Pouco tempo depois de 1917, essa passagem de D. Nuno em Agosto de 1385, foi logo associada às aparições de Nossa Senhora, na Cova da Iria. De facto, o processo de beatificação de Nuno Álvares, interrompido após a ocupação filipina de Portugal, reactivado nos meados do século XIX, novamente interrompido pela revolução republicana (1910) e por outras circunstâncias, teve o seu epílogo, em Portugal, a 7 de Março de 1914, quando o arcebispo de Mitilene, D. José Alves de Matos, juiz delegado, deu a sentença final sobre o culto imemorial e contínuo prestado a frei Nuno de Santa Maria. Finalmente, “a Congregação dos Ritos, a 15 de Janeiro de 1918, depois de analisar o relatório feito pelo cardeal proponente, Vicente Vanutelli (antigo Núncio Apostólico em Lisboa), reconheceu o culto.
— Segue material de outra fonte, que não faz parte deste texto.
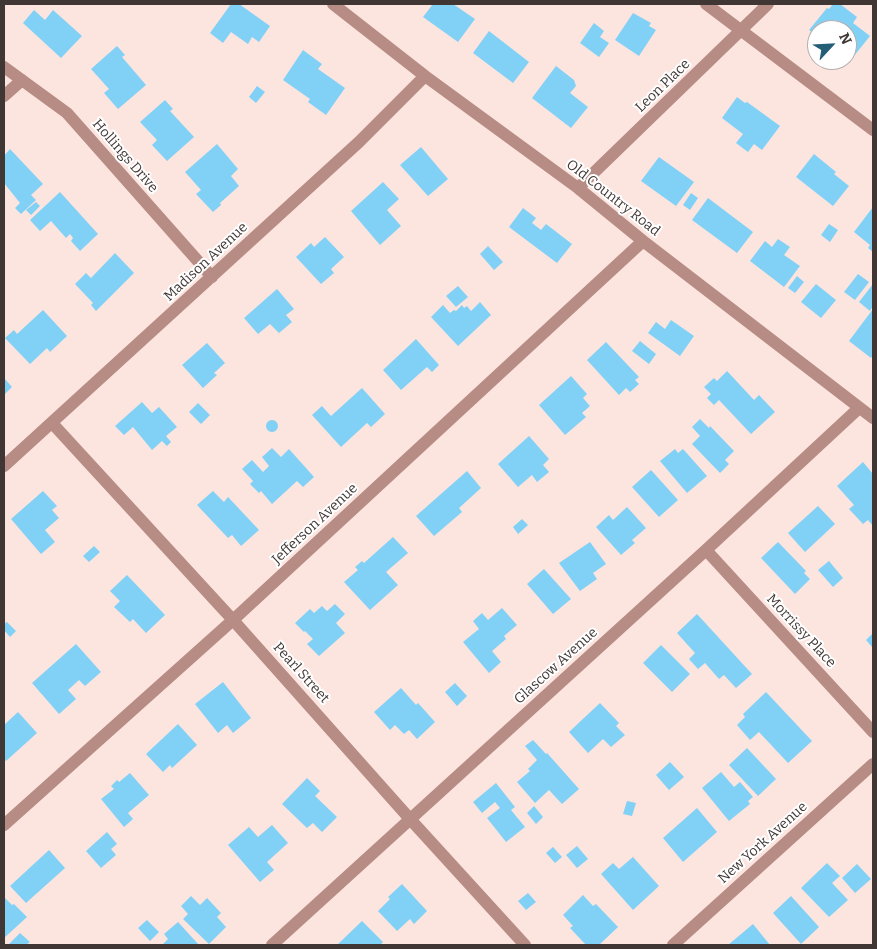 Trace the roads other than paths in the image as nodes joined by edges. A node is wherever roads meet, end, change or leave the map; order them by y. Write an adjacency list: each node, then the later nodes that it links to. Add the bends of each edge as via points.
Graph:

O Papa Bento XV, a 23 de Janeiro seguinte, ratificou a sentença, tornando-a pública pelo decreto Clementissimus Deus, e aprovou a missa e o ofício da festa ao Beato Nuno de Santa Maria, para o dia 6 de Novembro”.
 
Numa carta colectiva ao Papa Bento XV, datada de 5 de Fevereiro de 1918, dois meses depois do golpe de Sidónio Pais, iniciado no dia 4 e consumado no dia 8 de Dezembro de 1917, os bispos portugueses manifestavam grande satisfação pelo facto de as novas circunstâncias políticas terem determinado uma mudança súbita, por parte do Estado em relação à Igreja. Essa mudança “ocorreu por ocasião da festividade da Imaculada Conceição da Virgem Santa Maria, que era e é dilecta Padroeira da nossa nação”. Nessa mesma carta, os Bispos manifestaram a sua grande alegria pela aprovação do culto do venerável Nuno Álvares Pereira: “Chegou-nos, há poucos dias, uma notícia que enche de alegria os nossos corações e nos obriga a render, de novo, muitíssimas graças a Vossa Santidade, a saber, que Vossa Santidade ratificou o decreto da Sagrada Congregação dos Ritos, que declarou, por sufrágio unânime legítimo, o culto litúrgico prestado ao venerável Nuno Álvares Pereira, varão notabilíssimo da nossa Pátria”.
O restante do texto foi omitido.